CIRCULATE at Minnesota Fringe Festival Verges on Inconsistency
Walking in to University of Minnesota’s Rarig Center Proscenium Theater for the return of Minnesota Fringe Festival “2013 Audience Favorite” Guittar Productions, I had high expectations.
On August 2, I attended the second performance of the company’s CIRCULATE.
Fringe regulars told me that word of mouth might be the best way to scope out stand-out shows, and the audience reviews for last year’s CLOCKED were stellar.
Walking out, I was neither altogether disappointed nor entirely blown away.
Under the direction of Renee Guittar, Sarah Jabar, and Benjamin H. Kolis, this nine-member company presented an hour of comedic dance and physical theater sketches that asked the question “Is ‘The News’ really newsworthy?”
The players alternated between improvisational comedy sketches that hinged almost exclusively on local humor — “Whose Line Is It Anyway? Twin Cities Edition” — to clownish, though unevenly venturesome acrobatics sequences — “MOMIX lite” — and dance that, though composed of lackluster movement (mostly run-of-the-mill contemporary jazz arranged in elementary spatial patterns), touched on accessible themes like “The Fifteen Minutes of Fame.”
Blending real and fabricated headlines from international, variety, sports, weather, and health news, CIRCULATE demonstrated how information can be exaggerated, misreported, limited, and sensationalized — indicating that “The News” should be seen for what it really is.
CIRCULATE‘s central theme was arguably trite, but its broad scope of characters and their colorful presentation were strong.
My favorites were Rob Ward’s bluff, cigarette-sucking newspaper deliveryman from Brooklyn-ish; Ward’s and Kolis’ take on the earnest, overly accommodating intern; and Megan Myhre’s unlucky, but still upbeat, anchorwoman.
Kolis is a talented mover unafraid of risk-taking, even when that means leaping headfirst toward the floor. It was satisfying to watch this really tall, lanky guy eat up space. A downside to Kolis’ investment in his movement was that it brought to light the unbalanced level of physicality across the ensemble, whose members are at varying levels of skill, athleticism, and precision of movement.
I found one section of CIRCULATE exceptionally creative. Six of the players stood upstage in a horizontal line, evenly spaced and facing the audience. Another was seated downstage center, a newspaper on the floor in front of her. As she wrinkled, flipped, and touched its pages, the six people upstage reacted as if their own bodies were being wrinkled, flipped, and touched, all the while shouting out increasingly absurd headlines like “Putin Receives Nobel Peace Prize” and “NYC Housing Crisis Solved with Hot Air Balloons!”
Periodically, after hearing a headline, the player downstage would point her finger definitively at the paper below her, as if to indicate particular interest in the headline she had read. The six performers upstage would respond by acting out the scenario just described, then reset and repeat the process many times over.
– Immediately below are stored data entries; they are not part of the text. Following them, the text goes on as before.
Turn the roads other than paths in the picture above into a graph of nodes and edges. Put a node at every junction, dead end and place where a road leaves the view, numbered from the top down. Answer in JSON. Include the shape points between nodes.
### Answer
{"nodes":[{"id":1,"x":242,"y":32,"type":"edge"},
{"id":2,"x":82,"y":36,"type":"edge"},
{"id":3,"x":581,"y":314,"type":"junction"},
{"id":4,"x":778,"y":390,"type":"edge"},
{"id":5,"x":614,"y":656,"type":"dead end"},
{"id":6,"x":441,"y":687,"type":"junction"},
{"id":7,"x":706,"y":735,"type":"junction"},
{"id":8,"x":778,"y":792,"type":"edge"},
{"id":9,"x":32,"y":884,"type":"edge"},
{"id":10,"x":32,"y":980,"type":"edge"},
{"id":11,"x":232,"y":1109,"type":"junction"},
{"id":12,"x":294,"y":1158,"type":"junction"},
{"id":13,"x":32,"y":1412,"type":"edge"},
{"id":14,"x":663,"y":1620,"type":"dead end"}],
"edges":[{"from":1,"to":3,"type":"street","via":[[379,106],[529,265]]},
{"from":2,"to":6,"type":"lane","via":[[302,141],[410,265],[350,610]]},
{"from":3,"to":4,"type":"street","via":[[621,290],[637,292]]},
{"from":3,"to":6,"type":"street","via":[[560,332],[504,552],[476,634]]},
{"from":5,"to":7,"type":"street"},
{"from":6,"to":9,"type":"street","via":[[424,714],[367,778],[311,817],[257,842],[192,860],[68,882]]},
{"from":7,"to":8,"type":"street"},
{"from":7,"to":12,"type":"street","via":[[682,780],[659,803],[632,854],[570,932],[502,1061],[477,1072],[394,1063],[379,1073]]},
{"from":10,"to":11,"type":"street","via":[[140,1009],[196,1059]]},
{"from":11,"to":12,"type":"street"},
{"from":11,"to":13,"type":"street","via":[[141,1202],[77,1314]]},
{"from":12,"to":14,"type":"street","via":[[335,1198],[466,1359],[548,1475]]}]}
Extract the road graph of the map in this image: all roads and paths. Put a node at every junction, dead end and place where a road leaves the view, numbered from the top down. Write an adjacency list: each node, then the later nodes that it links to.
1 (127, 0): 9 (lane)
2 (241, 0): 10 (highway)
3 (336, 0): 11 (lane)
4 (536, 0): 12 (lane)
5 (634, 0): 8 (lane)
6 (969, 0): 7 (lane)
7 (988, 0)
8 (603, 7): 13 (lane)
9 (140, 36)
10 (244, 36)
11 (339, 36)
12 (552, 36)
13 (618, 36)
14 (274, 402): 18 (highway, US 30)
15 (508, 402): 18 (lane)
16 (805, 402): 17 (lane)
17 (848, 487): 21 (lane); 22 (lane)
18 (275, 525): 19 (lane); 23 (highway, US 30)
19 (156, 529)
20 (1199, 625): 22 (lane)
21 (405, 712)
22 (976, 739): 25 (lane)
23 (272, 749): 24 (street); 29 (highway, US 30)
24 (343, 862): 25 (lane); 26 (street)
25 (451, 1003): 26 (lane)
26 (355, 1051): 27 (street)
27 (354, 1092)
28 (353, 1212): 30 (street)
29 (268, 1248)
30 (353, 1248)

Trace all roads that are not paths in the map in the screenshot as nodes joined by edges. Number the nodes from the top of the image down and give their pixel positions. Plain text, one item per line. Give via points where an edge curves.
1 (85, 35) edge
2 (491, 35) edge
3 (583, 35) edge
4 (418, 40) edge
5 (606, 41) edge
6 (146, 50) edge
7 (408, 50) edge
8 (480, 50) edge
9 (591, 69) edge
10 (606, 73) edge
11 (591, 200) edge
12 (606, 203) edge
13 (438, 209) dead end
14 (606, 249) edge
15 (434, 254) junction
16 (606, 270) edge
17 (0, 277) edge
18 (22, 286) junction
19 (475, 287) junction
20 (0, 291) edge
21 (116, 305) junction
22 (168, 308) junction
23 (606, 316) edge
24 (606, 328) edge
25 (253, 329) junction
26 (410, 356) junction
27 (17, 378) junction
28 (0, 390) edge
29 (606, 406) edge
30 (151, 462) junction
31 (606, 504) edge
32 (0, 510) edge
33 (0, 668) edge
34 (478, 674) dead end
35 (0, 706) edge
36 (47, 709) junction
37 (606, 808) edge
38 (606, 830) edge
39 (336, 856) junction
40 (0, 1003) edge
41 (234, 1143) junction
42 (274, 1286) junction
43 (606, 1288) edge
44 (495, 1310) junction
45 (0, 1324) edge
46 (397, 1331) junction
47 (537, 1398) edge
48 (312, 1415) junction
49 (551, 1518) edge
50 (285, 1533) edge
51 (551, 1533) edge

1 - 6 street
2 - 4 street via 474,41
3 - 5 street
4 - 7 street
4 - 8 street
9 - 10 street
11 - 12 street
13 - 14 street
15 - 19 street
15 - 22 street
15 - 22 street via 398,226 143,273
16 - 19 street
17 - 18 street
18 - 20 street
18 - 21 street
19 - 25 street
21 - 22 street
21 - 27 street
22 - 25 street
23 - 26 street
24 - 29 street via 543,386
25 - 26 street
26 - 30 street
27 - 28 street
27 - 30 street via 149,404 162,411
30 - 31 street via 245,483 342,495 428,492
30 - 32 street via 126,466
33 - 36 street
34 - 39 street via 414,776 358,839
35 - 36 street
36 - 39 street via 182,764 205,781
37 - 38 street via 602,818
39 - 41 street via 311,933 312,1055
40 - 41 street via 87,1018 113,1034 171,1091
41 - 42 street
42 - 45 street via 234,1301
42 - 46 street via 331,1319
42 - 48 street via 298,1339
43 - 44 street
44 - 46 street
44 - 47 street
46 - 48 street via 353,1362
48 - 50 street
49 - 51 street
I only wish that about a third of the audience — myself included — had been able to participate fully.
The headlines were created through a game reminiscent of MadLibs, in which — I imagine — audience members filled in incomplete headlines handed out to them on sheets of paper. Not receiving a sheet at all detracted from my sense of belonging during this audience-centered moment. I’m not sure how they selected the audience members who did receive these sheets, nor whether they intended for some to be left out.
In one very brief segment, Kolis slowly walked backward toward the upstage wall, an overwhelmed expression on his face, as recorded voices read unsettling headlines aloud. Later, a group of the players touched on the current Ebola outbreak with a tongue-in-cheek rap number.
Should the makers of CIRCULATE continue developing this work, this aspect of their production needs serious consideration.
Overall, CIRCULATE was a collection of feel-good variety pieces that offered indirect and, as a result, limited commentary on the nature and quality of modern day journalism.
Yet, the creators’ stance on what all of this amounts to remains unclear, and the lack of clarity was a distraction. Do the makers of CIRCULATE think “The News” is ridiculous? Confusing? Unreliable? Inconsistent? A distraction? A burden? A necessity? A racket? I’m curious.
CIRCULATE’s mention of solemn news was disproportionately sparse compared with the attention it gives to stories about celebrities, politicians, and kale. Along with demonstrating clear bias on current events, it only superficially addressed ethical and practical issues about journalism that merit balanced, thoughtful consideration.
In other words, CIRCULATE committed the same fouls for which it criticizes journalists.